De dood van Saul
31
1 De Filistijnen streden tegen Israël. De mannen van Israël sloegen op de vlucht voor de Filistijnen en vielen dodelijk gewond neer in het bergland van Gilboa.      2 De Filistijnen achtervolgden Saul en zijn zonen onophoudelijk, en de Filistijnen doodden Jonatan, Abinadab en Malchisua, de zonen van Saul.    3 De strijd tegen Saul werd hevig. De schutters, de mannen met de boog, vonden hem en hij was vreselijk bang voor de boogschutters.   

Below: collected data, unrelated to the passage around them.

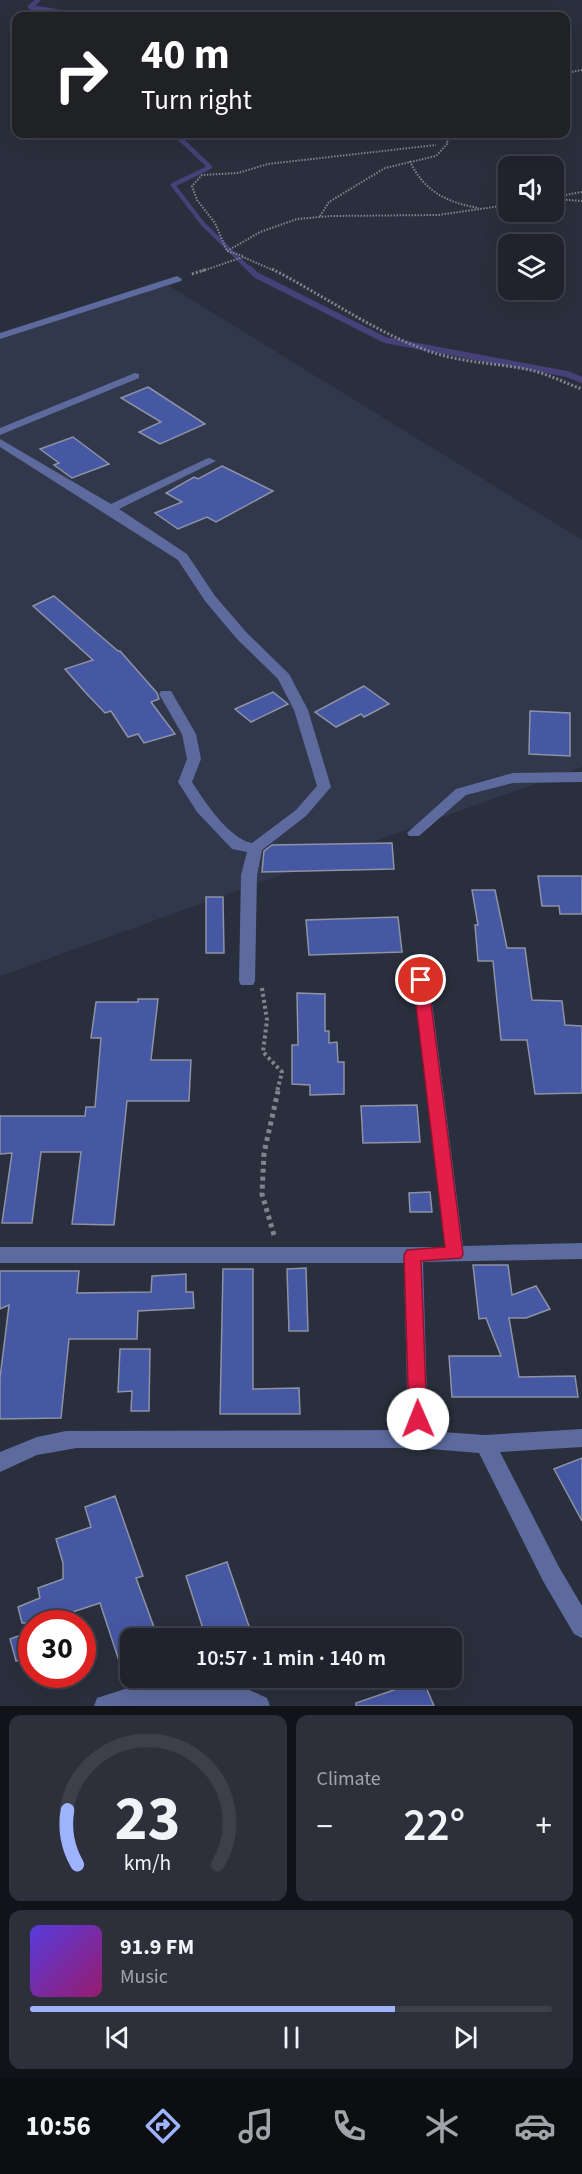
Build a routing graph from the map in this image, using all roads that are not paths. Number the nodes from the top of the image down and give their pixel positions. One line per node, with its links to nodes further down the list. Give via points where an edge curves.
1 (177, 279): 2 (street)
2 (0, 336)
3 (135, 376): 4 (street)
4 (0, 432)
5 (0, 442): 7 (street)
6 (210, 461): 7 (street)
7 (110, 509): 11 (street, via 183,557 230,621 284,677 301,710 324,787 302,813)
8 (166, 694): 11 (street, via 189,734 194,759 185,782 202,809 237,845)
9 (582, 777): 10 (street, via 513,778 461,792)
10 (414, 832)
11 (255, 848): 13 (street, via 249,875)
12 (421, 980): 15 (street)
13 (254, 981)
14 (582, 1251): 15 (street)
15 (455, 1254): 17 (street)
16 (0, 1255): 17 (street)
17 (413, 1255): 19 (street)
18 (582, 1438): 20 (street)
19 (418, 1439): 20 (street); 21 (street, via 77,1439 43,1443)
20 (484, 1444): 22 (street)
21 (0, 1463)
22 (582, 1626)
23 (105, 1706): 24 (street, via 128,1699 187,1695 241,1697)
24 (260, 1706)

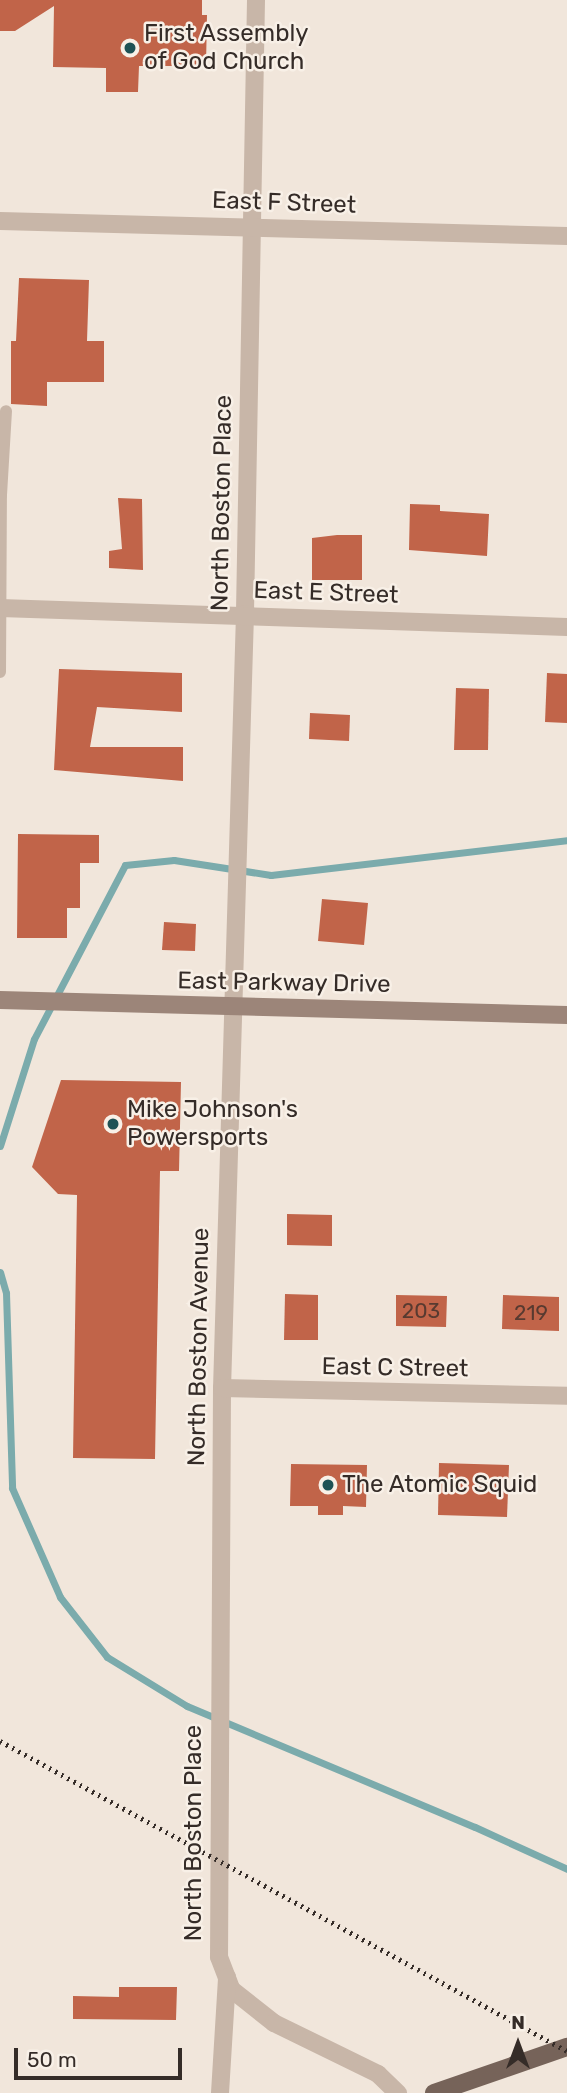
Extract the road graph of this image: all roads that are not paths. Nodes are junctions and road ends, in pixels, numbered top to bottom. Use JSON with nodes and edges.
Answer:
{"nodes":[{"id":1,"x":256,"y":0,"type":"edge"},
{"id":2,"x":0,"y":221,"type":"edge"},
{"id":3,"x":251,"y":227,"type":"junction"},
{"id":4,"x":567,"y":236,"type":"edge"},
{"id":5,"x":6,"y":411,"type":"dead end"},
{"id":6,"x":1,"y":608,"type":"edge"},
{"id":7,"x":245,"y":614,"type":"junction"},
{"id":8,"x":567,"y":627,"type":"edge"},
{"id":9,"x":0,"y":672,"type":"edge"},
{"id":10,"x":0,"y":1000,"type":"edge"},
{"id":11,"x":232,"y":1007,"type":"junction"},
{"id":12,"x":567,"y":1015,"type":"edge"},
{"id":13,"x":222,"y":1388,"type":"junction"},
{"id":14,"x":567,"y":1396,"type":"edge"},
{"id":15,"x":218,"y":1688,"type":"joint"},
{"id":16,"x":227,"y":1977,"type":"junction"},
{"id":17,"x":567,"y":2047,"type":"edge"},
{"id":18,"x":220,"y":2093,"type":"edge"},
{"id":19,"x":397,"y":2093,"type":"edge"},
{"id":20,"x":434,"y":2093,"type":"edge"}],
"edges":[{"from":1,"to":3,"type":"street","name":"North Boston Place"},
{"from":2,"to":3,"type":"street","name":"East F Street"},
{"from":3,"to":4,"type":"street","name":"East F Street"},
{"from":3,"to":7,"type":"street","name":"North Boston Place"},
{"from":5,"to":6,"type":"lane"},
{"from":6,"to":7,"type":"street","name":"East E Street"},
{"from":6,"to":9,"type":"lane"},
{"from":7,"to":8,"type":"street","name":"East E Street"},
{"from":7,"to":11,"type":"street","name":"North Boston Place"},
{"from":10,"to":11,"type":"main road","name":"East Parkway Drive"},
{"from":11,"to":12,"type":"main road","name":"East Parkway Drive"},
{"from":11,"to":13,"type":"street","name":"North Boston Avenue"},
{"from":13,"to":14,"type":"street","name":"East C Street"},
{"from":13,"to":15,"type":"street","name":"North Boston Avenue"},
{"from":15,"to":16,"type":"street","name":"North Boston Place"},
{"from":16,"to":18,"type":"street"},
{"from":16,"to":19,"type":"street","name":"North Boston Place"},
{"from":17,"to":20,"type":"main road"}]}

4 Toen zei Saul tegen zijn wapendrager: “Trek je zwaard en doorsteek mij daarmee, anders komen deze onbesnedenen en zullen zij mij doorsteken en de spot met mij drijven.” Maar zijn wapendrager wilde het niet doen, want hij was erg bang. Toen pakte Saul zelf het zwaard en liet zich erop vallen. 5 Toen zijn wapendrager zag dat Saul dood was, liet ook hij zich op zijn zwaard vallen en stierf met hem. 6 Zo stierf Saul op die dag, samen met zijn drie zonen en zijn wapendrager, en met al zijn manschappen.   

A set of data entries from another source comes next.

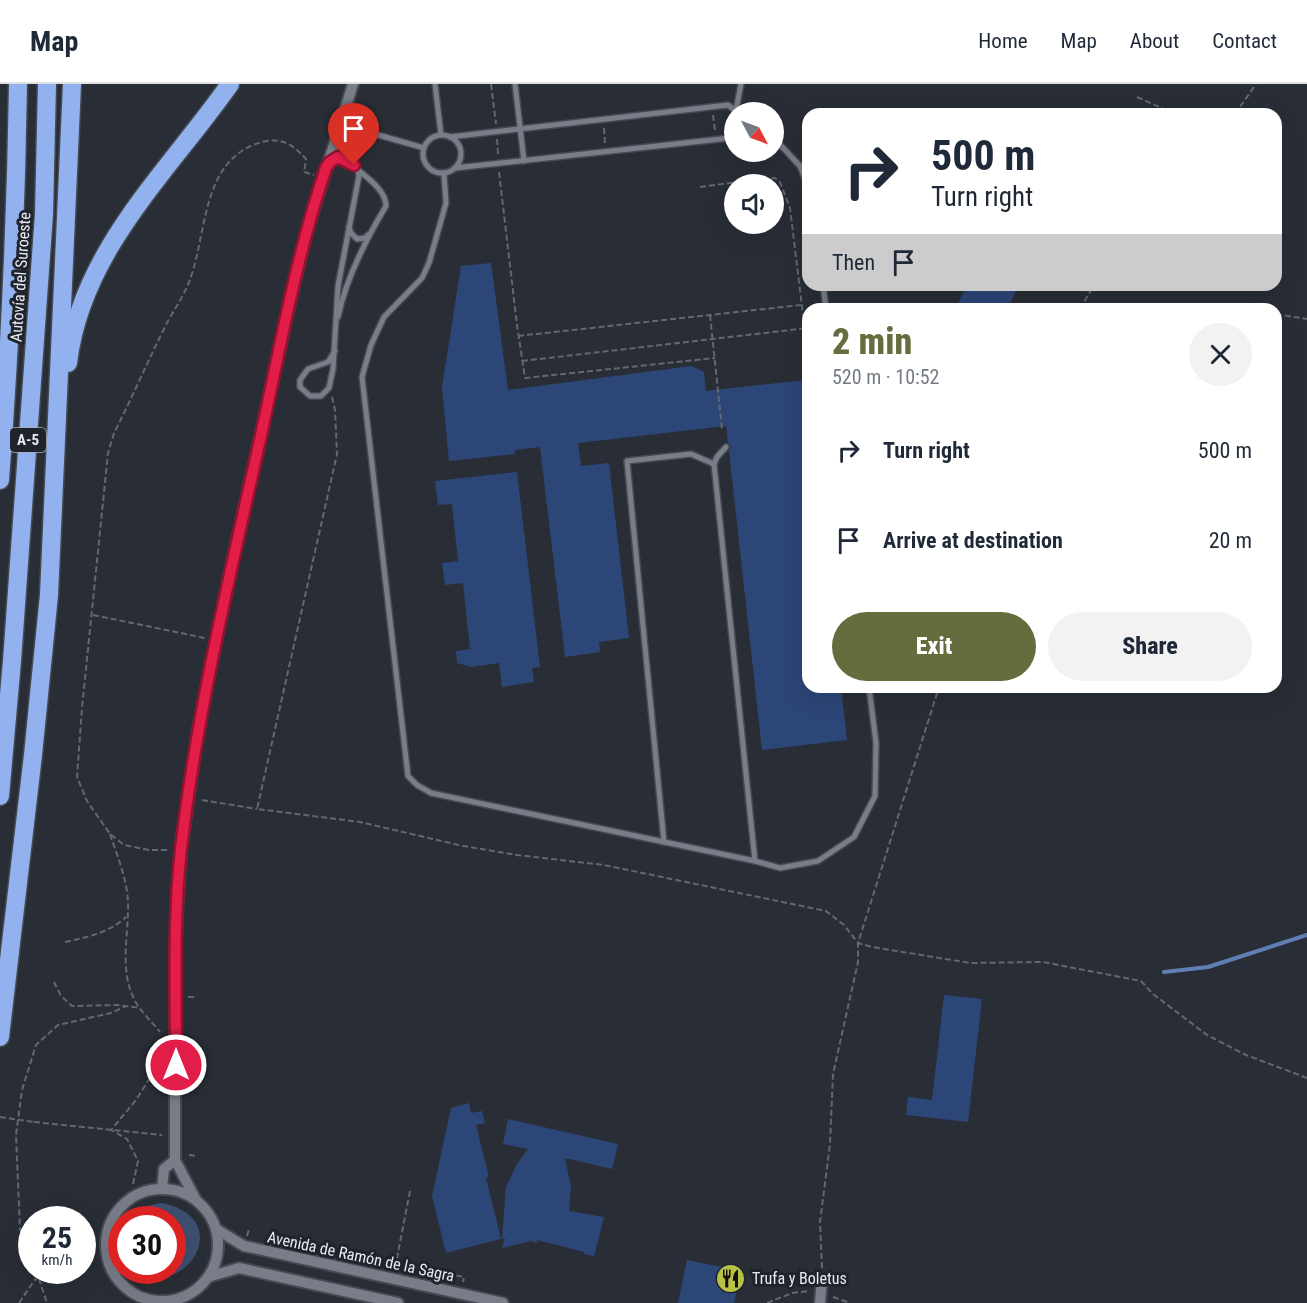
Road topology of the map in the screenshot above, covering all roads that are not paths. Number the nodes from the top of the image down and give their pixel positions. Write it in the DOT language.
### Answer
graph roads {
  1 [pos="18,84"];
  2 [pos="47,84"];
  3 [pos="72,84"];
  4 [pos="230,84"];
  5 [pos="353,84"];
  6 [pos="435,84"];
  7 [pos="515,84"];
  8 [pos="741,84"];
  9 [pos="738,102"];
  10 [pos="724,106"];
  11 [pos="340,124"];
  12 [pos="520,129"];
  13 [pos="441,135"];
  14 [pos="450,137"];
  15 [pos="724,139"];
  16 [pos="424,148"];
  17 [pos="784,149"];
  18 [pos="524,161"];
  19 [pos="455,168"];
  20 [pos="358,170"];
  21 [pos="802,171"];
  22 [pos="324,173"];
  23 [pos="444,174"];
  24 [pos="348,226"];
  25 [pos="371,232"];
  26 [pos="334,337"];
  27 [pos="335,351"];
  28 [pos="726,447"];
  29 [pos="714,464"];
  30 [pos="55,478"];
  31 [pos="0,480"];
  32 [pos="870,693"];
  33 [pos="0,796"];
  34 [pos="664,842"];
  35 [pos="755,861"];
  36 [pos="0,1037"];
  37 [pos="176,1160"];
  38 [pos="162,1188"];
  39 [pos="196,1200"];
  40 [pos="216,1229"];
  41 [pos="208,1277"];
  42 [pos="822,1280"];
  43 [pos="126,1290"];
  44 [pos="820,1298"];
  45 [pos="159,1302"];
  46 [pos="134,1303"];
  47 [pos="398,1303"];
  48 [pos="503,1303"];
  1 -- 31 [label="highway, Autovía del Suroeste / A-5"];
  2 -- 33 [label="highway, Autovía del Suroeste / A-5"];
  3 -- 30 [label="highway"];
  4 -- 30 [label="highway"];
  5 -- 11 [label="street"];
  6 -- 13 [label="lane"];
  7 -- 12 [label="lane"];
  8 -- 9 [label="lane"];
  10 -- 12 [label="lane"];
  11 -- 16 [label="lane"];
  11 -- 22 [label="street"];
  12 -- 14 [label="lane"];
  12 -- 18 [label="lane"];
  13 -- 14 [label="lane"];
  13 -- 16 [label="lane"];
  14 -- 19 [label="lane"];
  15 -- 18 [label="lane"];
  16 -- 23 [label="lane"];
  17 -- 21 [label="lane"];
  18 -- 19 [label="lane"];
  19 -- 23 [label="lane"];
  20 -- 22 [label="lane"];
  20 -- 24 [label="lane"];
  20 -- 25 [label="lane"];
  22 -- 37 [label="street"];
  23 -- 34 [label="lane"];
  24 -- 25 [label="lane"];
  24 -- 26 [label="lane"];
  25 -- 26 [label="lane"];
  26 -- 27 [label="lane"];
  27 -- 27 [label="lane"];
  28 -- 29 [label="lane"];
  29 -- 34 [label="lane"];
  29 -- 35 [label="lane"];
  30 -- 36 [label="highway"];
  32 -- 35 [label="lane"];
  34 -- 35 [label="lane"];
  37 -- 38 [label="street"];
  37 -- 39 [label="street"];
  38 -- 39 [label="street"];
  38 -- 43 [label="street"];
  39 -- 40 [label="street"];
  40 -- 41 [label="street"];
  40 -- 48 [label="street, Avenida de Ramón de la Sagra"];
  41 -- 45 [label="street"];
  41 -- 47 [label="street"];
  42 -- 44 [label="street"];
  43 -- 45 [label="street"];
  43 -- 46 [label="street"];
}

7 Toen de mannen van Israël die aan de andere kant van de valleivlakte woonden, en ook degenen die aan de andere kant van de Jordaan woonden, zagen dat de mannen van Israël gevlucht waren en dat Saul en zijn zonen dood waren, verlieten zij de steden en vluchtten. Toen kwamen de Filistijnen en gingen daarin wonen.      8 De volgende morgen, toen de Filistijnen kwamen om de gesneuvelden te beroven, vonden zij Saul en zijn drie gesneuvelde zonen in het bergland van Gilboa.    9 Zij hakten zijn hoofd af, namen zijn wapens af en zonden boden door het land van de Filistijnen om het goede nieuws in het huis van hun afgodsbeelden en onder het volk bekend te maken.      10 Zij legden zijn wapens in het tempelhuis van de ‘Astartes’ en zijn lichaam hingen zij aan de muur van Bet-Sean.     
11 Toen de inwoners van Jabes in Gilead hoorden wat de Filistijnen met Saul gedaan hadden, 12 stonden alle strijdbare mannen op. Zij liepen de hele nacht door en namen het lichaam van Saul en de lichamen van zijn zonen van de muur in Bet-Sean af. Toen zij in Jabes terugkwamen, verbrandden zij die daar.      13 Zij namen hun beenderen en begroeven die onder de tamarisk in Jabes en zij vastten zeven dagen.